3) Inconsistent pressure units
Pressure ratios are unitless only if both P1 and P2 are in the same unit basis inside the equation. Convert carefully, then convert output afterward.
4) Large temperature range with constant Delta Hvap
If your range is broad, consider segmenting the range or using a temperature dependent correlation.
When to Use Clausius Clapeyron vs Other Methods
- Use Clausius Clapeyron when you have one trusted reference point and a reasonable Delta Hvap estimate.
- Use Antoine equation when you need highly accurate vapor pressure across a wider range and have fitted constants.
- Use EOS based methods for high pressure systems, mixtures, and nonideal conditions.

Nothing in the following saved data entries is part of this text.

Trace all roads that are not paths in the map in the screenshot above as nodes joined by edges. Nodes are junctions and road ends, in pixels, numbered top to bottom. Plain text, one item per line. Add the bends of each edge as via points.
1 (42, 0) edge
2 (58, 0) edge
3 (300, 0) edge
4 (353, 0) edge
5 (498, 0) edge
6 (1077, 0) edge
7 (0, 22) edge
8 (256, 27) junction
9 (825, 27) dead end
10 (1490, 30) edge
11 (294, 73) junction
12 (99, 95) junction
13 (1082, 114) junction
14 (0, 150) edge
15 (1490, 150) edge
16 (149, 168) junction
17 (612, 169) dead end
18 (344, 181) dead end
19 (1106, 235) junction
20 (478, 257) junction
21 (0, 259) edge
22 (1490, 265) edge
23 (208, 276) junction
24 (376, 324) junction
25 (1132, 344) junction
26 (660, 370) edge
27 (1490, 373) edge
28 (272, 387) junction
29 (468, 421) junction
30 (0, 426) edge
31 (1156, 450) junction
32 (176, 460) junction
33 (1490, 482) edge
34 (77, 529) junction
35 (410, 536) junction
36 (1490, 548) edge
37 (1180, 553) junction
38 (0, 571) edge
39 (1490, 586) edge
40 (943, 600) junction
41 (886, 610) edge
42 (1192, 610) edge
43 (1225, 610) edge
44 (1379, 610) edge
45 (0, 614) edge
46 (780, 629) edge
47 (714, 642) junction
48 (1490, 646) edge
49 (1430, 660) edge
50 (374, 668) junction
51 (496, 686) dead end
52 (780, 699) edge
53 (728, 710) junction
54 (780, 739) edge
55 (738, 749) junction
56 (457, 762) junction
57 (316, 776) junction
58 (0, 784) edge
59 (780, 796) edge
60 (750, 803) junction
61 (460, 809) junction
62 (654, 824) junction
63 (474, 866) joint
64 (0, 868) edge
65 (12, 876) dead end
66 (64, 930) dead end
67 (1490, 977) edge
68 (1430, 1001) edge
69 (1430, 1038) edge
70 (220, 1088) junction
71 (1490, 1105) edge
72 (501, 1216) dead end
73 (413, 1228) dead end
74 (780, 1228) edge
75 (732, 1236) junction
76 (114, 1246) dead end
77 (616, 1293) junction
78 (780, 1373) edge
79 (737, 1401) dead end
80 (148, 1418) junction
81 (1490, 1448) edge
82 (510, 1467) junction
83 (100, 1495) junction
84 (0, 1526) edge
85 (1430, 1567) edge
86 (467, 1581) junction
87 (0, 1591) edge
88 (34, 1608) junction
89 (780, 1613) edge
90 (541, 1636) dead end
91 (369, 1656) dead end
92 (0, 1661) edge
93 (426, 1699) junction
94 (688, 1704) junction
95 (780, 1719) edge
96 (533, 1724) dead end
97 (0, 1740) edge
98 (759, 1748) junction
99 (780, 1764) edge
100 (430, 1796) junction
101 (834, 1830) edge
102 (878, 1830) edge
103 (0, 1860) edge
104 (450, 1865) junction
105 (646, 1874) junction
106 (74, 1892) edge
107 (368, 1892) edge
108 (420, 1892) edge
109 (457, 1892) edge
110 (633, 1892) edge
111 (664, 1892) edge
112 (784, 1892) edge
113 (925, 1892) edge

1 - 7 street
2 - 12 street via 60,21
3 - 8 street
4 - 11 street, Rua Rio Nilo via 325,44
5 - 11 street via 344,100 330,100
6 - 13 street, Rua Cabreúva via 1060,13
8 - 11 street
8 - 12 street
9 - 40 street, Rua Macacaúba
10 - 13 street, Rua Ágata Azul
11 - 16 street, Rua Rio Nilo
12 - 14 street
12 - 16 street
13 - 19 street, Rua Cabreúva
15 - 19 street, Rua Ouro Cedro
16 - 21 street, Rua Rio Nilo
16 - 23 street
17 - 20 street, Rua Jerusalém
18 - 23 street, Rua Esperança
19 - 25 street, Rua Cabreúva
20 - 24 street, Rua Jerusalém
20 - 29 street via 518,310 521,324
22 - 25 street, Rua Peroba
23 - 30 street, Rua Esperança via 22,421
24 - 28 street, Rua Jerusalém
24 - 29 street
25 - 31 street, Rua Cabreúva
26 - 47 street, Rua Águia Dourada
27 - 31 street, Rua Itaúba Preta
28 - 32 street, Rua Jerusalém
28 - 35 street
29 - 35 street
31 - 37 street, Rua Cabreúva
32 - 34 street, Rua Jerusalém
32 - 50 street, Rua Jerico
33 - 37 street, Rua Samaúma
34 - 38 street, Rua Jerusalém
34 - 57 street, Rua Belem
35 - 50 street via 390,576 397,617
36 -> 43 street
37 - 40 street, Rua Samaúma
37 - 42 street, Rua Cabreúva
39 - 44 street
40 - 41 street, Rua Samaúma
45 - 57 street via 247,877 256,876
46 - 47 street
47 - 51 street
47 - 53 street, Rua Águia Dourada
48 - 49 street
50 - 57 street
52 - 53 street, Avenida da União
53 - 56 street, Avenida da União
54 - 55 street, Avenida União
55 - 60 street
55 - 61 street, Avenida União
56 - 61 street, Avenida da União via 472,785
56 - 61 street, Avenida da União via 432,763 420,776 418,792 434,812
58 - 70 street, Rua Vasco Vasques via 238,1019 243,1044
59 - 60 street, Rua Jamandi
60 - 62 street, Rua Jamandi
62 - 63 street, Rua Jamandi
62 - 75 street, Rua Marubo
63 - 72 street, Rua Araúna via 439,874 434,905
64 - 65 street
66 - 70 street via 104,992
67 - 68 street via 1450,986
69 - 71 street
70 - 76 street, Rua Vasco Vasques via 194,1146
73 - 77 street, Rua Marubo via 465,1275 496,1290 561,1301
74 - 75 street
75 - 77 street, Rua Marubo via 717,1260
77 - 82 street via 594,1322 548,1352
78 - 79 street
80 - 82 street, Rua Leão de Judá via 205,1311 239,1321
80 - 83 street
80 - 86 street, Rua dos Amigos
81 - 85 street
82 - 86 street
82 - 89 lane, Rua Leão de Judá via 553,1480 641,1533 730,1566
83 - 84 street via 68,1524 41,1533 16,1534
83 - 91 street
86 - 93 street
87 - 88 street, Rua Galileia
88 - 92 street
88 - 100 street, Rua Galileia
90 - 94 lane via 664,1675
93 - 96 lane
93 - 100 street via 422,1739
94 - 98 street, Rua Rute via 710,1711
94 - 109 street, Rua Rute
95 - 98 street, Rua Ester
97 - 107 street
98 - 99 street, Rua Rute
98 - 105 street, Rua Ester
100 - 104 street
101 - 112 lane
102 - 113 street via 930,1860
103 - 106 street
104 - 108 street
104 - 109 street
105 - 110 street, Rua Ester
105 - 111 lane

Applied Contexts Where This Calculation Is Critical
- Solvent recovery and distillation predesign
- Storage tank emissions estimates
- Drying and humidification calculations
- Pharmaceutical and fine chemical process development
- Environmental fate assessments for volatile compounds
Authoritative Learning and Data Sources
For validated thermodynamic data and deeper theory, consult authoritative references:
- NIST Chemistry WebBook (.gov)
- NOAA Vapor Pressure Reference (.gov)
- MIT OpenCourseWare Thermodynamics (.edu)
Practical Interpretation of Calculator Output
After calculation, focus on more than a single number. Check relative increase from P1 to P2, compare with known data where possible, and inspect the pressure versus temperature curve. The chart generated by this tool helps you visualize the nonlinear rise in vapor pressure and quickly identify if your input assumptions produce realistic behavior.
If the predicted pressure is unexpectedly high or low, revisit unit conversions first. Then evaluate whether your Delta Hvap value is appropriate for the selected temperature range. In real process work, this second check often explains most discrepancies.
Final Takeaway
The Clausius Clapeyron equation remains one of the most useful thermodynamic tools for estimating vapor pressure from limited data. It is compact, physically meaningful, and computationally lightweight. With careful unit discipline and credible reference values, it can deliver strong first pass predictions for lab, educational, and industrial applications.
Use this calculator as a fast decision support tool, then validate against high quality sources when final design accuracy is required. That workflow gives you both speed and reliability.